I realize that’s not exactly the verdict she was relaying to me, but wouldn’t that be fitting? That insurance companies don’t recognize Sam? Sam of all people. Somehow he thwarted the system. He’s off-grid. Does the federal government even know about him?


“It looks like just a typo. Someone at the insurance company must have typed the digits backwards—they’re just flipped. But they won’t cover this, you’ll have to pay out of pocket today. And then you’ll have to call the insurance company, correct the date in the system, and have them reimburse you.”


“Okay,” I sighed. Another bust on today’s scoreboard. “How much will it be?”


“Fifty-three dollars,” she reported back. Not exactly enough to ruin our credit or anything, but way more than it would have been with insurance.

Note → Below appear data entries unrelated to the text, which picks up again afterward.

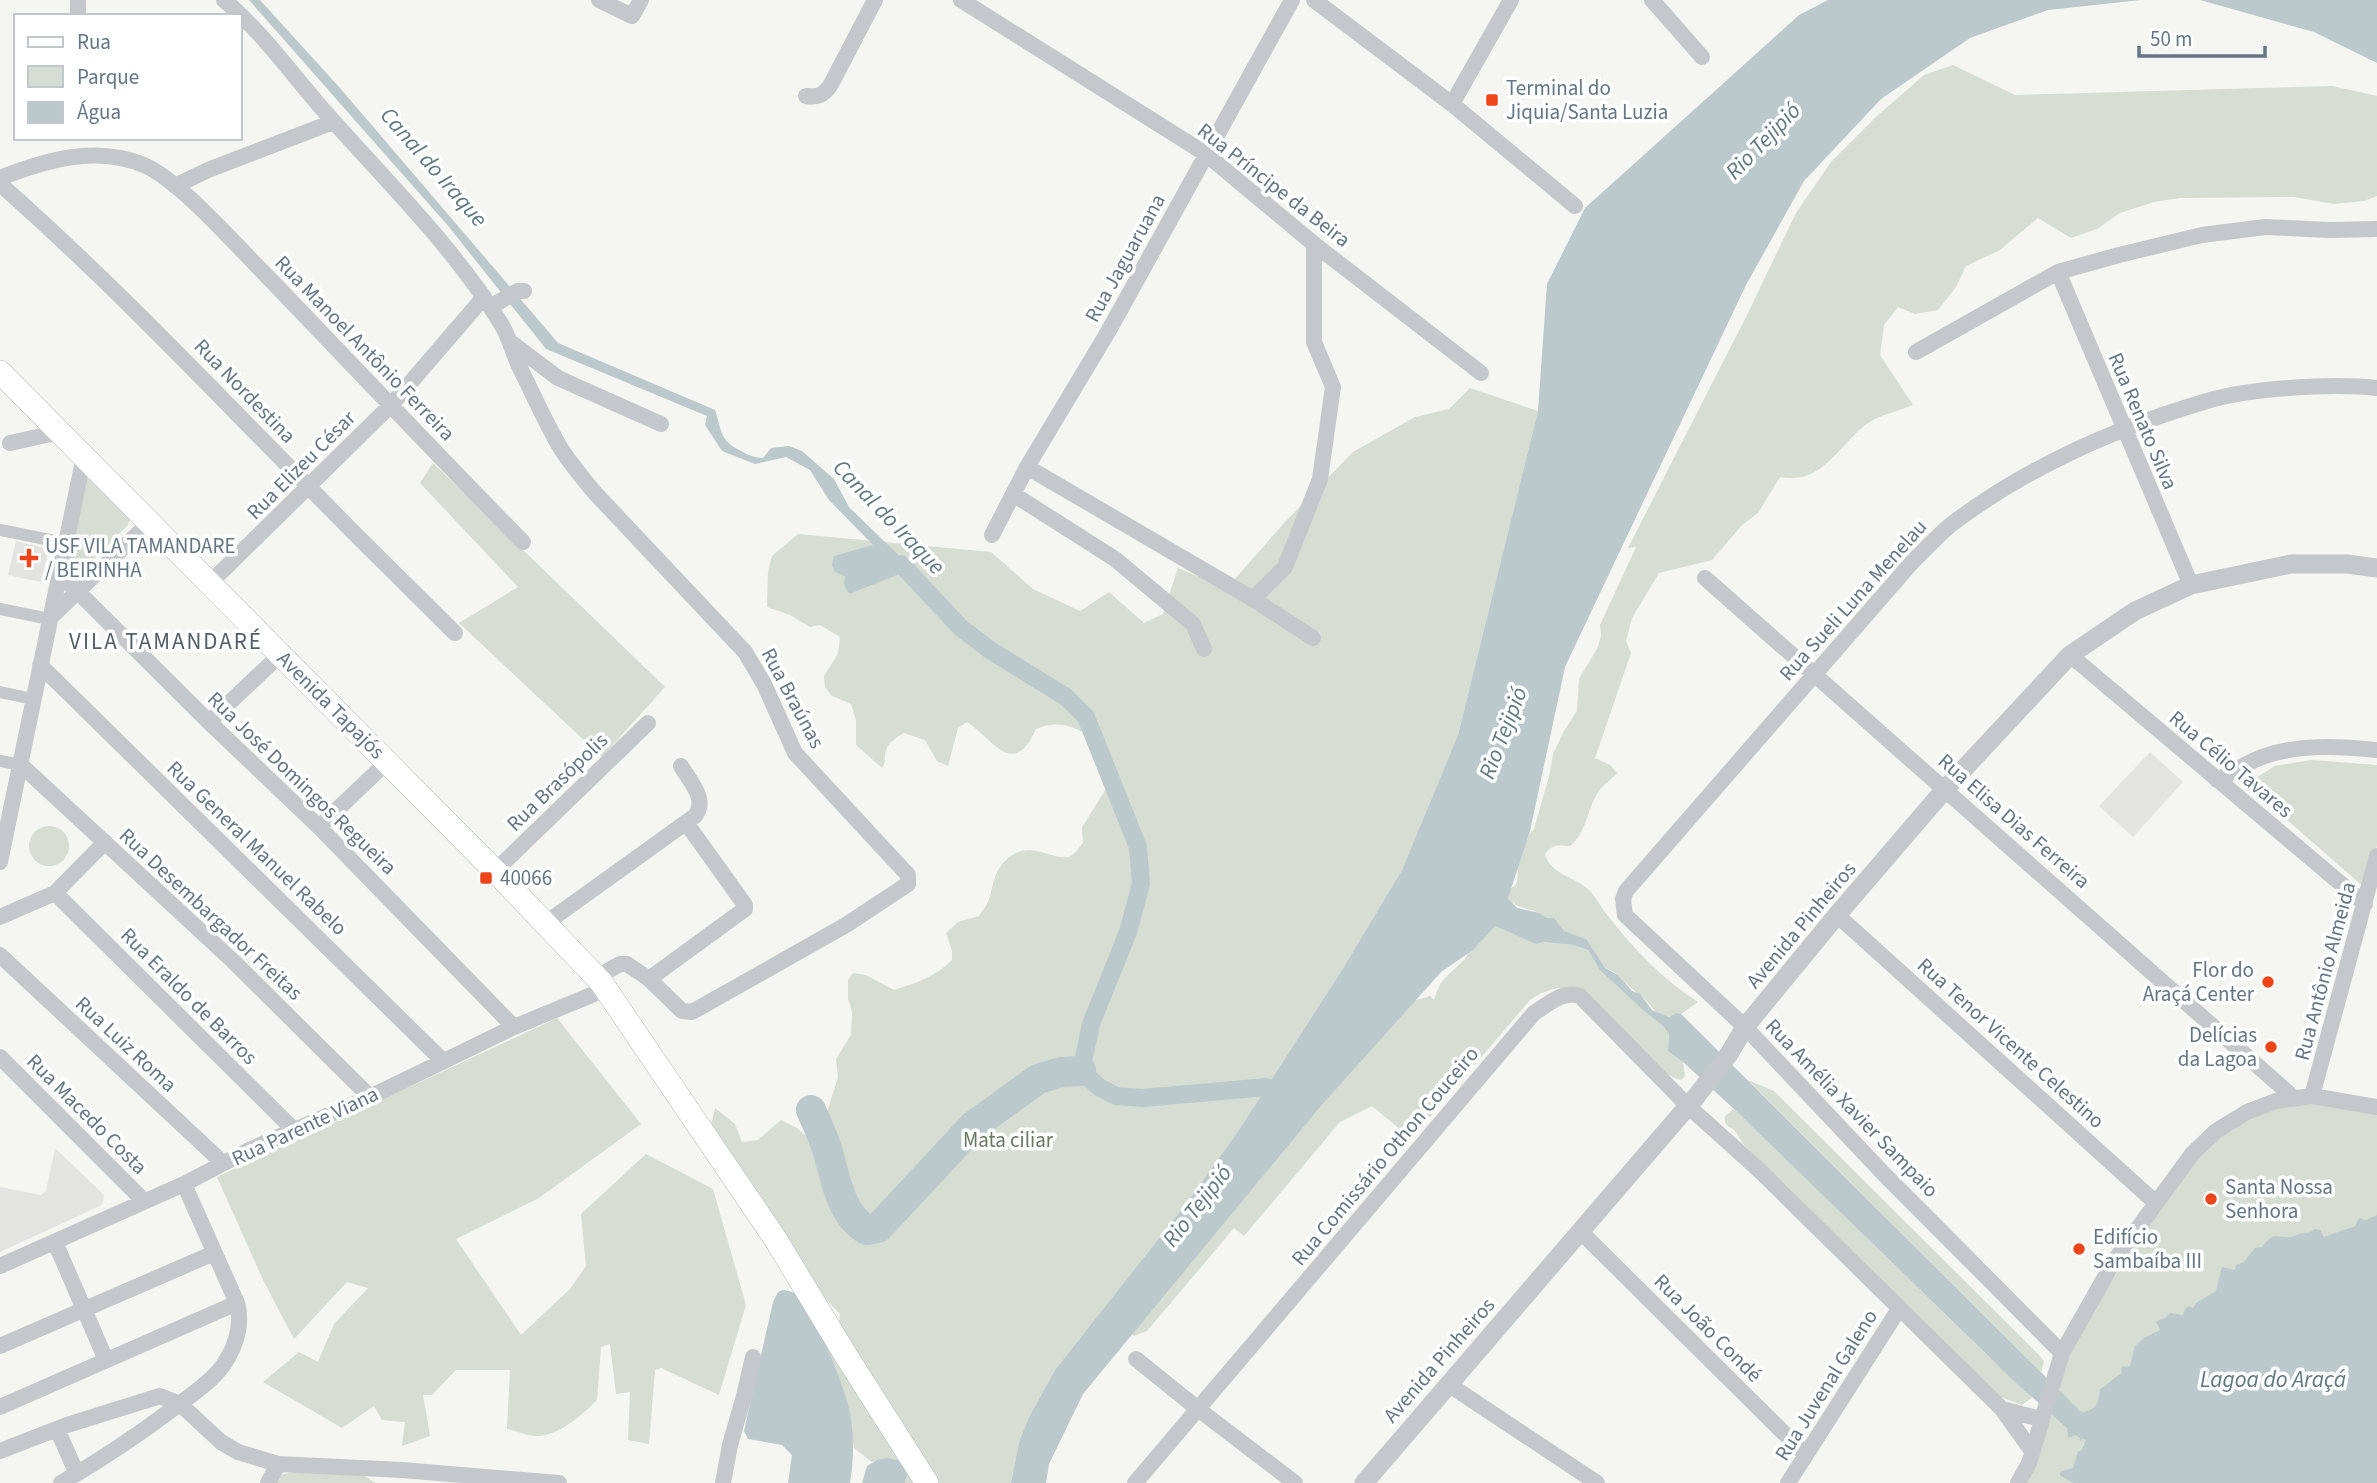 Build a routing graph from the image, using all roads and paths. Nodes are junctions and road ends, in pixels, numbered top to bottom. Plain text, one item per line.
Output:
1 (599, 0) edge
2 (641, 0) edge
3 (875, 0) edge
4 (961, 0) edge
5 (1293, 0) edge
6 (1314, 0) edge
7 (1511, 0) edge
8 (1652, 0) edge
9 (242, 15) edge
10 (1702, 57) dead end
11 (806, 96) dead end
12 (1452, 104) junction
13 (333, 122) junction
14 (75, 146) edge
15 (1206, 154) junction
16 (0, 178) edge
17 (0, 184) edge
18 (175, 186) junction
19 (1575, 206) dead end
20 (2377, 229) edge
21 (1314, 244) junction
22 (2057, 272) junction
23 (521, 291) dead end
24 (491, 302) junction
25 (511, 342) junction
26 (1916, 352) dead end
27 (0, 372) edge
28 (1481, 373) dead end
29 (2377, 388) edge
30 (392, 404) junction
31 (661, 424) dead end
32 (2124, 430) junction
33 (60, 432) junction
34 (10, 443) dead end
35 (84, 456) junction
36 (1027, 467) junction
37 (308, 487) junction
38 (1013, 494) junction
39 (149, 523) junction
40 (0, 530) edge
41 (992, 535) dead end
42 (523, 542) dead end
43 (65, 543) junction
44 (2377, 568) edge
45 (58, 572) junction
46 (1705, 578) dead end
47 (209, 584) junction
48 (2191, 585) junction
49 (78, 590) junction
50 (1253, 599) junction
51 (0, 608) edge
52 (49, 618) junction
53 (455, 633) dead end
54 (1313, 638) dead end
55 (1204, 649) dead end
56 (281, 654) junction
57 (2070, 655) junction
58 (40, 665) junction
59 (1813, 674) junction
60 (0, 692) edge
61 (33, 699) junction
62 (209, 722) junction
63 (648, 723) dead end
64 (2377, 750) edge
65 (0, 761) edge
66 (387, 762) junction
67 (21, 765) junction
68 (681, 766) dead end
69 (2217, 780) junction
70 (1946, 788) junction
71 (687, 824) junction
72 (319, 828) junction
73 (105, 842) junction
74 (2, 844) edge
75 (2377, 856) edge
76 (0, 862) edge
77 (495, 871) junction
78 (1626, 891) joint
79 (54, 893) junction
80 (2365, 904) junction
81 (1838, 915) junction
82 (0, 916) edge
83 (546, 923) junction
84 (0, 955) edge
85 (649, 979) junction
86 (601, 982) junction
87 (514, 1027) junction
88 (1745, 1027) junction
89 (0, 1057) edge
90 (443, 1061) junction
91 (2312, 1096) junction
92 (370, 1097) junction
93 (2294, 1098) junction
94 (1691, 1102) junction
95 (2377, 1107) edge
96 (294, 1130) junction
97 (223, 1163) junction
98 (184, 1184) junction
99 (144, 1201) junction
100 (2156, 1203) junction
101 (1580, 1231) junction
102 (55, 1242) junction
103 (214, 1253) junction
104 (0, 1266) edge
105 (237, 1303) junction
106 (84, 1309) junction
107 (1899, 1309) junction
108 (0, 1346) edge
109 (2062, 1353) junction
110 (753, 1357) dead end
111 (1136, 1359) dead end
112 (106, 1360) junction
113 (1448, 1384) junction
114 (180, 1404) junction
115 (0, 1407) edge
116 (1198, 1409) junction
117 (2002, 1409) junction
118 (2042, 1418) junction
119 (57, 1429) junction
120 (0, 1451) edge
121 (2032, 1451) junction
122 (1806, 1455) junction
123 (278, 1464) junction
124 (77, 1474) junction
125 (61, 1483) edge
126 (268, 1483) edge
127 (559, 1483) edge
128 (723, 1483) edge
129 (927, 1483) edge
130 (1135, 1483) edge
131 (1295, 1483) edge
132 (1364, 1483) edge
133 (1597, 1483) edge
134 (1788, 1483) edge
135 (2018, 1483) edge

1 - 2 street
3 - 11 street
4 - 15 street, Rua Príncipe da Beira
5 - 15 street, Rua Jaguaruana
6 - 12 street
7 - 12 street
8 - 10 street
9 - 13 street, Rua Braúnas
12 - 19 street
13 - 18 street
13 - 24 street, Rua Braúnas
14 - 16 street, Rua Manoel Antônio Ferreira
14 - 18 street, Rua Manoel Antônio Ferreira
15 - 21 street, Rua Príncipe da Beira
15 - 36 street, Rua Jaguaruana
17 - 37 street, Rua Nordestina
18 - 30 street, Rua Manoel Antônio Ferreira
20 - 22 street
21 - 28 street, Rua Príncipe da Beira
21 - 50 street
22 - 26 street
22 - 32 street, Rua Renato Silva
23 - 24 street, Rua Elizeu César
24 - 25 street, Rua Braúnas
24 - 30 street, Rua Elizeu César
25 - 31 street
25 - 85 street, Rua Braúnas
27 - 33 main road, Avenida Tapajós
29 - 32 street, Rua Sueli Luna Menelau
30 - 37 street, Rua Elizeu César
30 - 42 street, Rua Manoel Antônio Ferreira
32 - 48 street, Rua Renato Silva
32 - 59 street, Rua Sueli Luna Menelau
33 - 34 street
33 - 35 main road, Avenida Tapajós
35 - 39 main road, Avenida Tapajós
35 - 43 street
36 - 38 street, Rua Jaguaruana
36 - 50 street
37 - 47 street, Rua Elizeu César
37 - 53 street, Rua Nordestina
38 - 41 street, Rua Jaguaruana
38 - 55 street
39 - 47 main road, Avenida Tapajós
39 - 49 street
40 - 43 street
43 - 45 street
44 - 48 street, Avenida Pinheiros
45 - 49 street, Rua José Domingos Regueira
45 - 52 street
46 - 59 street, Rua Elisa Dias Ferreira
47 - 56 main road, Avenida Tapajós
48 - 57 street, Avenida Pinheiros
49 - 52 street
49 - 62 street, Rua José Domingos Regueira
50 - 54 street
51 - 52 street
52 - 58 street
56 - 62 street
56 - 66 main road, Avenida Tapajós
57 - 69 street, Rua Célio Tavares
57 - 70 street, Avenida Pinheiros
58 - 61 street
58 - 90 street, Rua General Manuel Rabelo
59 - 70 street, Rua Elisa Dias Ferreira
59 - 78 street, Rua Sueli Luna Menelau
60 - 61 street
61 - 67 street
62 - 72 street, Rua José Domingos Regueira
63 - 77 street, Rua Brasópolis
64 - 69 street
65 - 67 street
66 - 72 street
66 - 77 main road, Avenida Tapajós
67 - 73 street, Rua Desembargador Freitas
67 - 74 street
68 - 71 street
69 - 80 street, Rua Célio Tavares
70 - 81 street, Avenida Pinheiros
70 - 93 street, Rua Elisa Dias Ferreira
71 - 83 street
71 - 85 street
72 - 87 street, Rua José Domingos Regueira
73 - 79 street
73 - 92 street, Rua Desembargador Freitas
74 - 76 street
75 - 80 street, Rua Antônio Almeida
77 - 83 main road, Avenida Tapajós
78 - 88 street, Rua Amélia Xavier Sampaio
79 - 82 street
79 - 96 street, Rua Eraldo de Barros
80 - 91 street, Rua Antônio Almeida
81 - 88 street, Avenida Pinheiros
81 - 100 street, Rua Tenor Vicente Celestino
83 - 86 main road, Avenida Tapajós
84 - 97 street, Rua Luiz Roma
85 - 86 street, Rua Braúnas
86 - 87 street, Rua Parente Viana
86 - 129 main road, Avenida Tapajós
87 - 90 street, Rua Parente Viana
88 - 94 street, Avenida Pinheiros
88 - 109 street, Rua Amélia Xavier Sampaio
89 - 99 street, Rua Macedo Costa
90 - 92 street, Rua Parente Viana
91 - 93 street
91 - 95 street
92 - 96 street, Rua Parente Viana
93 - 100 street
94 - 101 street, Avenida Pinheiros
94 - 107 street, Rua Comissário Othon Couceiro
94 - 116 street, Rua Comissário Othon Couceiro
96 - 97 street, Rua Parente Viana
97 - 98 street, Rua Parente Viana
98 - 99 street, Rua Parente Viana
98 - 103 street
99 - 102 street, Rua Parente Viana
100 - 109 street
101 - 113 street, Avenida Pinheiros
101 - 122 street, Rua João Condé
102 - 104 street, Rua Parente Viana
102 - 106 street
103 - 105 street
103 - 106 street
105 - 112 street
105 - 114 street
106 - 108 street
106 - 112 street
107 - 117 street, Rua Comissário Othon Couceiro
107 - 122 street, Rua Juvenal Galeno
109 - 118 street
110 - 128 street
111 - 116 street
112 - 115 street
113 - 132 street, Avenida Pinheiros
113 - 133 street
114 - 119 street
114 - 123 street
114 - 124 street
116 - 130 street, Rua Comissário Othon Couceiro
116 - 131 street
117 - 118 street
117 - 121 street, Rua Comissário Othon Couceiro
118 - 121 street
119 - 120 street
119 - 124 street
121 - 135 street
122 - 134 street, Rua Juvenal Galeno
123 - 126 street
123 - 127 street
124 - 125 street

“It’ll probably take another ten to fifteen minutes,” she told me.


I took my other toiletry items to the front register and paid for them. Then I called Tighe.


“Sam’s off-grid. He’s not even in the system,” I reported.


“What?” he said. He was still irritated from his Day of Defeat. 


I told him what happened.


“So why didn’t you just tell him that the other date was his birthday? That you misspoke.”


Silence. Gee, why didn’t I think of lying? To big pharma, the most powerful entity in the entire world. Also, that feels like insurance fraud.


Just then I got a text that his eye drops were ready.


I went back to the counter, ready to be done with the pharmacy. The clerk looked at me like she’d never seen me before, and when she asked for Sam’s birthdate, I hesitated. The real one? Or the fake one? 


I guessed real and I was right. 


She turned back to rifle through the big basket stuffed to the brim with little white pharmacy bags each with their own little vials of poison or medicine or drugs or placebos or whatever. 


“Hmm,” she muttered, still flipping through the white bags, checking each one for Sam’s initials. She reached the bottom of the basket and then moved it to reach a second basket beneath the first, also filled with white bags. Finally, at the bottom of the second red basket, literally the last white bag in the whole pharmacy, was the little bottle of Sam’s eye drops. 


Which meant… it had been ready this whole time? I’ve been wandering around aimlessly, like Sam in the insurance company’s system, for thirty minutes and his eye drops have just been sitting in a basket on the floor there?


When I got home a few minutes later, I unpacked the $53 eye drops and began pulling ingredients for dinner from the fridge. I peeked at my phone and had a text from my Neighbor Nurse.


“I don’t think it looks like pink eye. Might just be spring allergies. Or maybe Lou poked him in the eye.”


Checkmate, Saturday of Exasperation.


“Well then, send him home so I can give him his $53 eye drops for absolutely no reason,” I typed back.


If I accomplished nothing else on that day, I successfully administered a round of eye drops. And poor Sam hated every second. 


UPDATE #1. Nope, not pink eye. Three days and only three rounds of successful eye drops later, and his eye is totally fine. Setback Saturday strikes again.


UPDATE #2: Nate spent the night at a friend’s house that night and we found out the friend he shared a bed with was home vomiting all day on Sunday. It turned out to be a food allergy, thus not contagious. What a relief. 


UPDATE #3. On the day I’ll call “Winning Wednesday,” the insurance company agreed to reimburse us for the drops.


UPDATE #4: Upon arrival in Florida for Easter a few days later, we found that my niece was throwing up and my nephew had a double ear infection. So after all that trouble to fend off illness before our trip, we ended up walking right into it.